This post is a general introduction to model checking, and is written in the style of a hands-on tutorial. The intended audience of this article are programmers of functional languages, such as Haskell, not afraid of monads, yet unfamiliar with model checking or bisimulation. (Since this is a tutorial, “you” is the reader, and “we” are the reader and the author.) We explore only the most basic concepts of model checking here, all based around toy examples. Over the course of this tutorial, we will use the programming language Haskell to make the examples more concrete.

Let’s get started with some background. Suppose that we are on an assignment to program a traffic light controller in Haskell, and suppose we have never worked on this kind of application before. The first thing to do is to summarize our plan of approach:

- We first develop a small proof of concept, to show that we understand the problem domain. We are not yet implementing an efficient solution nor a fully satisfactory solution.

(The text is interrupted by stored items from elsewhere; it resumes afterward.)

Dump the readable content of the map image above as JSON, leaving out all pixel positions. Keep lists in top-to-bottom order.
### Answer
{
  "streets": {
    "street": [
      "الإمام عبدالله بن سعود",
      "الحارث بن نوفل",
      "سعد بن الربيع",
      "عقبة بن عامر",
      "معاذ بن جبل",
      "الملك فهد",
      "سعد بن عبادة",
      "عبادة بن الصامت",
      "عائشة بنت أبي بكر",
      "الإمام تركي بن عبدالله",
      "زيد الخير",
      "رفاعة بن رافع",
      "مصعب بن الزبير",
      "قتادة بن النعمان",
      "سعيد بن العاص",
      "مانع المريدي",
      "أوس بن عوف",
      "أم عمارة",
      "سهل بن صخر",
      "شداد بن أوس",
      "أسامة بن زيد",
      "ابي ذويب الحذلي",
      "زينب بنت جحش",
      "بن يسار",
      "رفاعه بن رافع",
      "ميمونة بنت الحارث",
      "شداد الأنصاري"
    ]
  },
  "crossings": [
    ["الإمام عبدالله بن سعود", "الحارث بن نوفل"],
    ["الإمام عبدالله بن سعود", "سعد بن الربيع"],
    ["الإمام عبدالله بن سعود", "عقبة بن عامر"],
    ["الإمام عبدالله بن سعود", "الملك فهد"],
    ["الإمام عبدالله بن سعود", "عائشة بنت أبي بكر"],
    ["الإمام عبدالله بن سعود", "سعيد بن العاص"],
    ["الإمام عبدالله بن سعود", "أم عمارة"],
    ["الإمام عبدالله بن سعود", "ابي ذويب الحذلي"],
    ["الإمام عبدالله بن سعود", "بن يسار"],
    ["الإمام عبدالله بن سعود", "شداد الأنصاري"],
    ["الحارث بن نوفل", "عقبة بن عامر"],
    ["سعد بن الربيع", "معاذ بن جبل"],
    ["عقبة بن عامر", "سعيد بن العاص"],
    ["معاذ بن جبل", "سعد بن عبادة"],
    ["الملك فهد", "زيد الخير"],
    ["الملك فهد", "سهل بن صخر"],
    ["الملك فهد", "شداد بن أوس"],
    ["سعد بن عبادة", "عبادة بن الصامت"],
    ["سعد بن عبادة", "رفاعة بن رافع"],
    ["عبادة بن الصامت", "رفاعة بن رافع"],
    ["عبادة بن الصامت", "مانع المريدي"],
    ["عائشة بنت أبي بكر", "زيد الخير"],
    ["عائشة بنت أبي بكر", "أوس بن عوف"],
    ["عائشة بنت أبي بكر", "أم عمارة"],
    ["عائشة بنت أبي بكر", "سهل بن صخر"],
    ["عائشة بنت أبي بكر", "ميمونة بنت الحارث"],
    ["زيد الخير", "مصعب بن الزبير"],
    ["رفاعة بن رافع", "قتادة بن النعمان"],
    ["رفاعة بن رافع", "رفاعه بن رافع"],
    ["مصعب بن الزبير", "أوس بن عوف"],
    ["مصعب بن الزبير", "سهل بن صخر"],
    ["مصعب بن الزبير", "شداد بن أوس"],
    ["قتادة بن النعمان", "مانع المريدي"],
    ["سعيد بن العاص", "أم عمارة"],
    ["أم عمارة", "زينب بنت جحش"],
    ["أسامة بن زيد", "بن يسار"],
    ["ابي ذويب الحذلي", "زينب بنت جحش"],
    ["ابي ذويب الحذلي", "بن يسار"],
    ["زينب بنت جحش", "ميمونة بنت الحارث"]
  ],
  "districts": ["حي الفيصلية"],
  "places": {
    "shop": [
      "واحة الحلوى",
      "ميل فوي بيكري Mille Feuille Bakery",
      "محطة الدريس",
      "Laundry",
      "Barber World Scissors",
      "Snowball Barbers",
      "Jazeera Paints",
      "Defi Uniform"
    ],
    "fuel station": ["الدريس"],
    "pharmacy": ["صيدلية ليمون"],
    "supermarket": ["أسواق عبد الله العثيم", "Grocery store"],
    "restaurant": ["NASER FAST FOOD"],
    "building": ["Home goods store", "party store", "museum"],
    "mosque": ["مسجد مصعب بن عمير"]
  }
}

It’s fine if we throw away all our coding work here: the main importance is getting an intuitive feeling for the domain.
- To do this, we need to gather a list of assumptions on which we will base the rest of our work. These assumptions should be reasonable, in the sense that they are acceptable for a good reason. It’s fine if we miss out the details of a real solution. It’s also fine to limit these assumptions to only small cases.
- Then we proceed with the development as a (simplified) scientific endeavor: we test out our theories (read: programs) and try hard to shoot holes in it. If we cannot find any problems, we assume that the theory (read: program) is correct until shown otherwise. We then remove assumptions and repeat.

Let’s limit our domain to one particular instance first. We describe the following scenario: we program the controller for the traffic lights at a regular two road crossing, as depicted below. Each road has two lanes and automobiles can move on one lane in one direction. We thus have four lanes in total.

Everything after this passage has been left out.